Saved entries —
=== Begin Enclosure ===

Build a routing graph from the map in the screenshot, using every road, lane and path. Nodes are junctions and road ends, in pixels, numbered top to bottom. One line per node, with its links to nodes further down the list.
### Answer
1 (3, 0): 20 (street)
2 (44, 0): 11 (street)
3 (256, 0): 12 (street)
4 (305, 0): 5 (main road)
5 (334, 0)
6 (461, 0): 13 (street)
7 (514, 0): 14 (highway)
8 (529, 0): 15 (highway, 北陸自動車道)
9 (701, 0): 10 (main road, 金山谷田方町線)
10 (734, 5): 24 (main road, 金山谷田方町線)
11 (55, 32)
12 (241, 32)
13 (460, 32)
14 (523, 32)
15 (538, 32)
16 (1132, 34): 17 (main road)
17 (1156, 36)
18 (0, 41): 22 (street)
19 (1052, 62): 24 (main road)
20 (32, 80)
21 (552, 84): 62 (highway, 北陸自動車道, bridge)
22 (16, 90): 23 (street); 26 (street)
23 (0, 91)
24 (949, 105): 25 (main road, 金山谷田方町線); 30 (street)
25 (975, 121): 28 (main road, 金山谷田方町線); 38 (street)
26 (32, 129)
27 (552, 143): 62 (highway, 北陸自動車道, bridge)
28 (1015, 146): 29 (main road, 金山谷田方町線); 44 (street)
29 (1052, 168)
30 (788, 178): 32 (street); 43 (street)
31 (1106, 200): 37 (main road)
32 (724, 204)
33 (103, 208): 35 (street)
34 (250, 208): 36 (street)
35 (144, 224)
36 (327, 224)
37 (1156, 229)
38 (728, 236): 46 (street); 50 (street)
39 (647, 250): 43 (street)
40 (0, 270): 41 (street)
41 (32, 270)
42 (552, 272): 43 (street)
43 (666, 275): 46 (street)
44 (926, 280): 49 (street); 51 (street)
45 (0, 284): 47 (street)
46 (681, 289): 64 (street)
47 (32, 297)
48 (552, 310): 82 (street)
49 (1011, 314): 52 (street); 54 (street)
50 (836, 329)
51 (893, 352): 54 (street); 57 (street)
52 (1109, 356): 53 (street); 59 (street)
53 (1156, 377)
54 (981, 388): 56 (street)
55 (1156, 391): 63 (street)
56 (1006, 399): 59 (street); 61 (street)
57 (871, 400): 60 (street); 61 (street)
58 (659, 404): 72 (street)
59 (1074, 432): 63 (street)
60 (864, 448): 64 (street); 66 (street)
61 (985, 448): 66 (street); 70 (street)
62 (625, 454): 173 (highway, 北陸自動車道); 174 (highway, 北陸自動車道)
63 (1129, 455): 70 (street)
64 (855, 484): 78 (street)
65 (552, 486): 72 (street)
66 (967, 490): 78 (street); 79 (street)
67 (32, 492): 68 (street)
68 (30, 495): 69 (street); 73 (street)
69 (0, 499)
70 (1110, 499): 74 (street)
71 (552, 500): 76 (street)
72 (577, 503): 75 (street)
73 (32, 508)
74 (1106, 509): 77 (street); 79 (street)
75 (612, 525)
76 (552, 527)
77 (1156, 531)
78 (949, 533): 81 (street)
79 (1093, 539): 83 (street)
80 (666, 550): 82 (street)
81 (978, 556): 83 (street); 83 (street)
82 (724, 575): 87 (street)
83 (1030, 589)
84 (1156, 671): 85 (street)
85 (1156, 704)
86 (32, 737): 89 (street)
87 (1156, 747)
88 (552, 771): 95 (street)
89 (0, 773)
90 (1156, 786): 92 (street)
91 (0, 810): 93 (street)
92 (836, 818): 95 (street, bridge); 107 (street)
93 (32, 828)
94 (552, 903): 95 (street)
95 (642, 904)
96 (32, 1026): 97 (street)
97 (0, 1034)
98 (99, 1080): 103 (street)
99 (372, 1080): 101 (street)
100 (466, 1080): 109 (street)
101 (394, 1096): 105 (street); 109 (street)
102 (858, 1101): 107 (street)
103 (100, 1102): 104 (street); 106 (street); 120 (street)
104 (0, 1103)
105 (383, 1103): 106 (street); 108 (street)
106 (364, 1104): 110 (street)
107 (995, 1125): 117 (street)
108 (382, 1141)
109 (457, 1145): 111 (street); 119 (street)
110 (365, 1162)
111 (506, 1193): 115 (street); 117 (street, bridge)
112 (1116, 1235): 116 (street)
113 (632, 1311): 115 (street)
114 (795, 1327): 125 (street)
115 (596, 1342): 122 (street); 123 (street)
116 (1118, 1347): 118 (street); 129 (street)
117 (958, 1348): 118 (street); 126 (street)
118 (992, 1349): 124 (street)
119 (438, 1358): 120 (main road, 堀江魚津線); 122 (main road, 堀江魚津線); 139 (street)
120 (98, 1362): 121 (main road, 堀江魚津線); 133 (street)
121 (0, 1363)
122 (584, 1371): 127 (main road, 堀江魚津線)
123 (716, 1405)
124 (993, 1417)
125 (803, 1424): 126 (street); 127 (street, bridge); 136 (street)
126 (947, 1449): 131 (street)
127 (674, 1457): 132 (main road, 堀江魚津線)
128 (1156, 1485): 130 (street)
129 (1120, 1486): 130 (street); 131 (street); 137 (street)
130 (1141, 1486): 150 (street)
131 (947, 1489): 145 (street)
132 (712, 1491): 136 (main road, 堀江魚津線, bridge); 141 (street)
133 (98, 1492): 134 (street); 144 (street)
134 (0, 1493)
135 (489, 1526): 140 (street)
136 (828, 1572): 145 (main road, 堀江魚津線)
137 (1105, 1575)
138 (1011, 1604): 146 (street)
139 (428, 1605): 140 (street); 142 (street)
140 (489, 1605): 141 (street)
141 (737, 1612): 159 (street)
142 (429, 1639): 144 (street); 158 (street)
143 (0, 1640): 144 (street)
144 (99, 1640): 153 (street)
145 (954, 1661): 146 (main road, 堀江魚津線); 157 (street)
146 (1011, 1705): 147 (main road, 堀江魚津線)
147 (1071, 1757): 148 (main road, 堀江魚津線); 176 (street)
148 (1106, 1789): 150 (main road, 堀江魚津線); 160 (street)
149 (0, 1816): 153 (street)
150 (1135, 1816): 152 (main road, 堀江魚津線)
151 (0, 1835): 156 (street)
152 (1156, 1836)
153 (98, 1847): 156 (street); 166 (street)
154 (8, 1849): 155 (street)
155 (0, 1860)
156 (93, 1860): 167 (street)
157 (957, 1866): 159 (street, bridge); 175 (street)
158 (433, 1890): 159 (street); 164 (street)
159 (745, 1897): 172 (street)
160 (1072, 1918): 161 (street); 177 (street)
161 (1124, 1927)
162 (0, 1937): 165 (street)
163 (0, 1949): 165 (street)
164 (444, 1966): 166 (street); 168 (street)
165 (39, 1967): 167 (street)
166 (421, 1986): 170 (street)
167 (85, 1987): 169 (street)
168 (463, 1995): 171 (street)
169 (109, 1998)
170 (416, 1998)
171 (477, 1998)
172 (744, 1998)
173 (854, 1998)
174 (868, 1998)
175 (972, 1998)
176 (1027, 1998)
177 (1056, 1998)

=== End Enclosure ===

Directions for this task — Go through the records above and, whenever a line includes the word "bridge", copy it.

Task result —
21 (552, 84): 62 (highway, 北陸自動車道, bridge)
27 (552, 143): 62 (highway, 北陸自動車道, bridge)
92 (836, 818): 95 (street, bridge); 107 (street)
111 (506, 1193): 115 (street); 117 (street, bridge)
125 (803, 1424): 126 (street); 127 (street, bridge); 136 (street)
132 (712, 1491): 136 (main road, 堀江魚津線, bridge); 141 (street)
157 (957, 1866): 159 (street, bridge); 175 (street)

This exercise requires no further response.